What is civil contempt of court? A fair question given the Ontario Court of Appeal's recent decision to uphold a 14 month sentence for civil contempt in the case of Barry Landen. Mr. Landen had defrauded the estate of his good friend Paul Penni of millions of dollars. This 14 month sentence arose not from the crime Landen committed (for which to date he has served only a 45 day sentence) but from his failure to abide by orders of the court. Landen had been ordered by the court to provide information regarding the affairs of the estate. He failed to do so. As a result, the court found him guilty of civil contempt. That power derives from the requirement that the courts uphold the rule of law. In the words of the Supreme Court of Canada:
"The rule of law is at the heart of our society; without it there can be neither peace, nor order nor good government. The rule of law is directly dependent on the ability of the court to enforce their process and maintain their dignity and respect. To maintain their process and respect, courts since the 12th century have exercised the power to punish for contempt of court."

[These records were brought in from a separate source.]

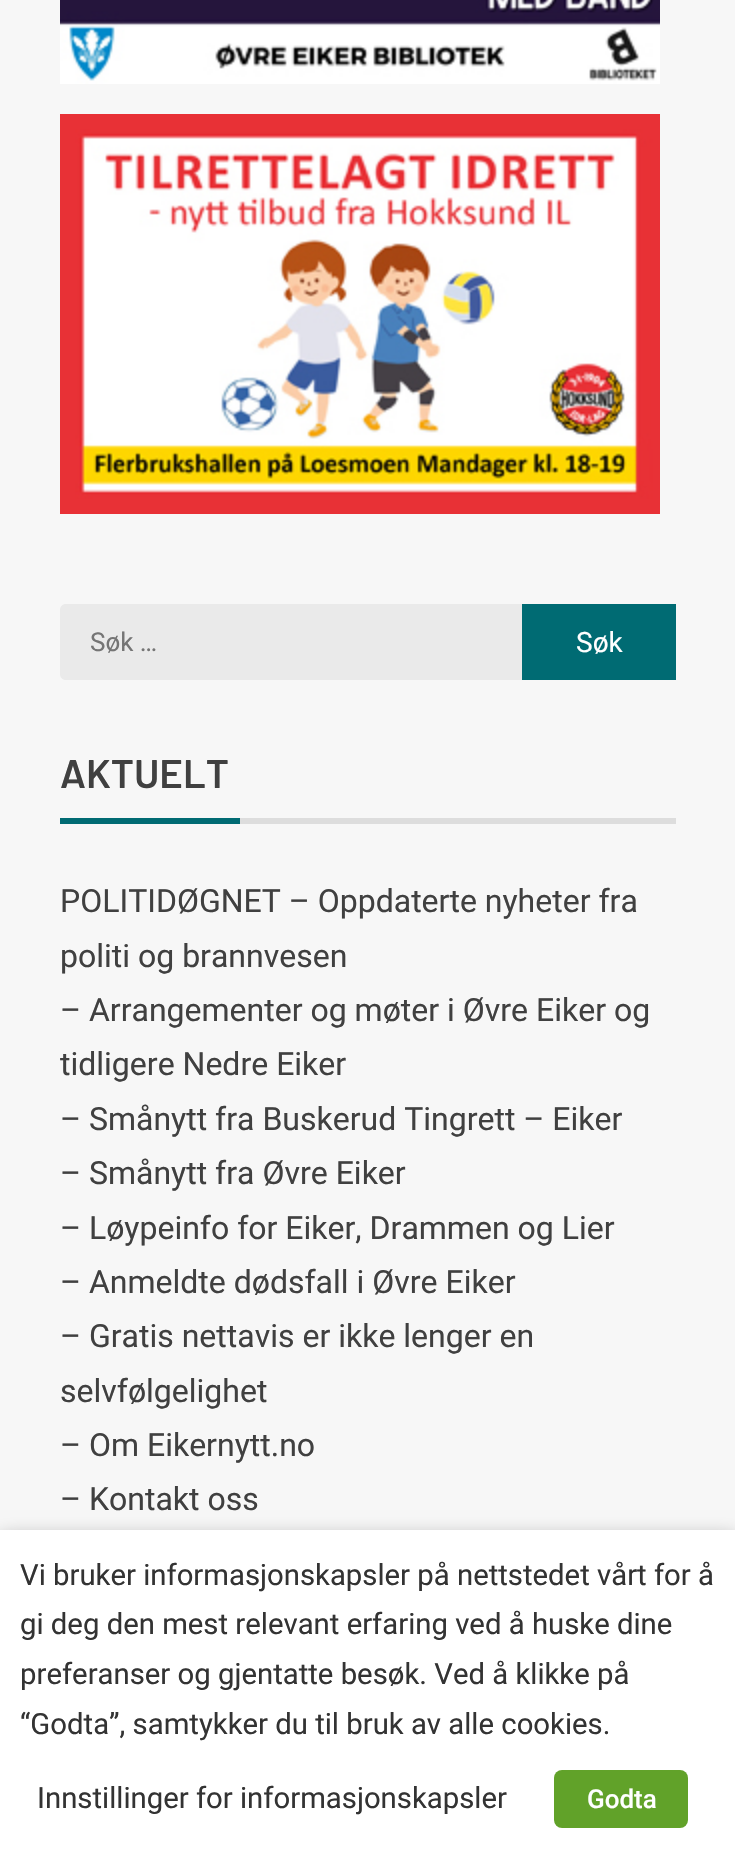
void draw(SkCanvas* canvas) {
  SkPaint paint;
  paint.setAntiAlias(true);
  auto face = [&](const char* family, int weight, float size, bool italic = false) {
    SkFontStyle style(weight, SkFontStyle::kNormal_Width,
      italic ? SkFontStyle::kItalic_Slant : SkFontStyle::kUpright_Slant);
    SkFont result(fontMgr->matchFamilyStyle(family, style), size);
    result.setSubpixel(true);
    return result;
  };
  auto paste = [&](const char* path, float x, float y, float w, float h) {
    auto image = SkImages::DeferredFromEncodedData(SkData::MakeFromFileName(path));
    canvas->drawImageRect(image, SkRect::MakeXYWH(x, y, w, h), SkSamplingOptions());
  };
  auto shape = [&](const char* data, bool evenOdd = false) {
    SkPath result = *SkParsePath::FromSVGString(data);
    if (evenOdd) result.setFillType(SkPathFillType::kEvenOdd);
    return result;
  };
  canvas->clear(0xfff7f7f7);
  paste("img/1.png", 60, 0, 600, 84);
  paste("img/2.png", 60, 114, 600, 400);
  paint.setColor(0xffeaeaea);
  canvas->drawPath(shape("M66 604H522V680H66C62.5 680 60 677.5 60 674V610C60 606.5 62.5 604 66 604Z"), paint);
  {
    const struct { float x, y, w, h; SkColor color; } items[] = {
      {522, 604, 154, 76, 0xff006b73},
      {60, 818, 180, 6, 0xff006b73},
      {240, 818, 436, 6, 0xffdddddd},
    };
    for (auto [x, y, w, h, color] : items) {
      paint.setColor(color);
      canvas->drawRect(SkRect::MakeXYWH(x, y, w, h), paint);
    }
  }
  paint.setColor(0x80000000);
  paint.setMaskFilter(SkMaskFilter::MakeBlur(kNormal_SkBlurStyle, 10));
  canvas->drawRect(SkRect::MakeXYWH(0, 1540, 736, 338), paint);
  paint.setMaskFilter(nullptr);
  paint.setColor(0xffffffff);
  canvas->drawRect(SkRect::MakeXYWH(0, 1530, 735, 337), paint);
  paint.setColor(0xff61a229);
  canvas->drawRoundRect(SkRect::MakeXYWH(554, 1770, 134, 58), 8, 8, paint);
  auto f0 = face("Roboto", 400, 26);
  paint.setColor(0xff757575);
  canvas->drawString("Søk …", 90, 651, f0, paint);
  auto f1 = face("Roboto", 400, 28);
  paint.setColor(0xffffffff);
  canvas->drawString("Søk", 576, 652, f1, paint);
  auto f2 = face("Barlow", 600, 40);
  paint.setColor(0xff404040);
  canvas->drawString("AKTUELT", 60, 788, f2, paint);
  auto f3 = face("Roboto", 400, 32);
  {
    const struct { const char* s; float x, y; } items[] = {
      {"POLITIDØGNET – Oppdaterte nyheter fra", 60, 912},
      {"politi og brannvesen", 60, 967},
      {"– Arrangementer og møter i Øvre Eiker og", 60, 1021},
      {"tidligere Nedre Eiker", 60, 1075},
      {"– Smånytt fra Buskerud Tingrett – Eiker", 60, 1130},
      {"– Smånytt fra Øvre Eiker", 60, 1184},
      {"– Løypeinfo for Eiker, Drammen og Lier", 60, 1239},
      {"– Anmeldte dødsfall i Øvre Eiker", 60, 1293},
      {"– Gratis nettavis er ikke lenger en", 60, 1347},
      {"selvfølgelighet", 60, 1402},
      {"– Om Eikernytt.no", 60, 1456},
      {"– Kontakt oss", 60, 1510},
    };
    for (auto [s, x, y] : items) {
      canvas->drawString(s, x, y, f3, paint);
    }
  }
  auto f4 = face("Roboto", 400, 29.3f);
  paint.setColor(0xff333333);
  {
    const struct { const char* s; float x, y; } items[] = {
      {"Vi bruker informasjonskapsler på nettstedet vårt for å", 20, 1585},
      {"gi deg den mest relevant erfaring ved å huske dine", 20, 1634},
      {"preferanser og gjentatte besøk. Ved å klikke på", 20, 1684},
      {"“Godta”, samtykker du til bruk av alle cookies.", 20, 1734},
      {"Innstillinger for informasjonskapsler", 37, 1808},
    };
    for (auto [s, x, y] : items) {
      canvas->drawString(s, x, y, f4, paint);
    }
  }
  auto f5 = face("Roboto", 500, 26);
  paint.setColor(0xffffffff);
  canvas->drawString("Godta", 587, 1808, f5, paint);
}
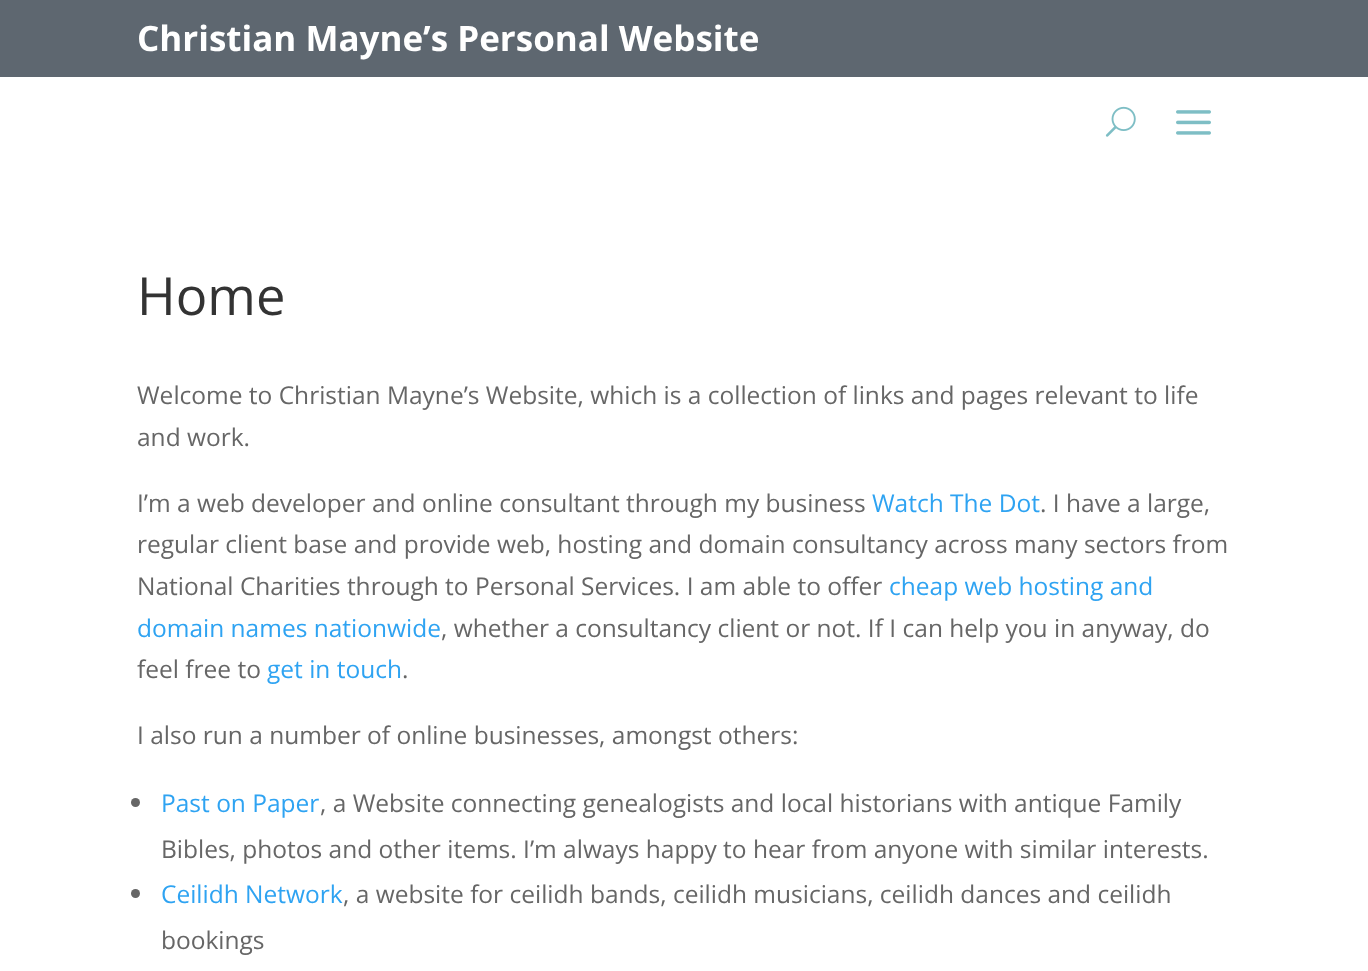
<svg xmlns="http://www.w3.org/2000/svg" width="1368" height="971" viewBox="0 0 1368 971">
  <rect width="100%" height="100%" fill="#fff"/>
  <path d="M0 0h1368v77H0z" fill="#5e6770"/>
  <image x="1105" y="106" width="31" height="31" href="img/1.png"/>
  <image x="1176" y="110" width="35" height="25" href="img/2.png"/>
  <circle cx="135.5" cy="802.5" r="4.5" fill="#666"/>
  <circle cx="135.5" cy="893.5" r="4.5" fill="#666"/>
  <text x="137" y="51" font-family="Open Sans" font-size="35" font-weight="bold" fill="#fff">Christian Mayne’s Personal Website</text>
  <text x="137" y="315" font-family="Open Sans" font-size="52.5" fill="#333">Home</text>
  <g font-family="Open Sans" font-size="24.5" fill="#666">
    <text x="137" y="404">Welcome to Christian Mayne’s Website, which is a collection of links and pages relevant to life</text>
    <text x="137" y="446">and work.</text>
    <text x="137" y="512">I’m a web developer and online consultant through my business</text>
  </g>
  <text x="872" y="512" font-family="Open Sans" font-size="24.5" fill="#2ea3f2">Watch The Dot</text>
  <g font-family="Open Sans" font-size="24.5" fill="#666">
    <text x="1040" y="512">. I have a large,</text>
    <text x="137" y="553">regular client base and provide web, hosting and domain consultancy across many sectors from</text>
    <text x="137" y="595">National Charities through to Personal Services. I am able to offer</text>
  </g>
  <g font-family="Open Sans" font-size="24.5" fill="#2ea3f2">
    <text x="889" y="595">cheap web hosting and</text>
    <text x="137" y="637">domain names nationwide</text>
  </g>
  <g font-family="Open Sans" font-size="24.5" fill="#666">
    <text x="441" y="637">, whether a consultancy client or not. If I can help you in anyway, do</text>
    <text x="137" y="678">feel free to</text>
  </g>
  <text x="267" y="678" font-family="Open Sans" font-size="24.5" fill="#2ea3f2">get in touch</text>
  <g font-family="Open Sans" font-size="24.5" fill="#666">
    <text x="402" y="678">.</text>
    <text x="137" y="744">I also run a number of online businesses, amongst others:</text>
  </g>
  <text x="161" y="812" font-family="Open Sans" font-size="24.5" fill="#2ea3f2">Past on Paper</text>
  <g font-family="Open Sans" font-size="24.5" fill="#666">
    <text x="320" y="812">, a Website connecting genealogists and local historians with antique Family</text>
    <text x="161" y="858">Bibles, photos and other items. I’m always happy to hear from anyone with similar interests.</text>
  </g>
  <text x="161" y="903" font-family="Open Sans" font-size="24.5" fill="#2ea3f2">Ceilidh Network</text>
  <g font-family="Open Sans" font-size="24.5" fill="#666">
    <text x="343" y="903">, a website for ceilidh bands, ceilidh musicians, ceilidh dances and ceilidh</text>
    <text x="161" y="949">bookings</text>
  </g>
</svg>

Civil contempt is therefore conduct that challenges or threatens the rule of law. It is conduct that cannot be overlooked by the courts. The courts do not lightly invoke the power to find someone in contempt. However, when they do, large fines and jail time are likely. In considering what the punishment should be for contempt, the courts consider factors such as the gravity of the conduct, the need for deterrence, both of the individual and generally, the protection of the public, and the willfulness of the impugned conduct.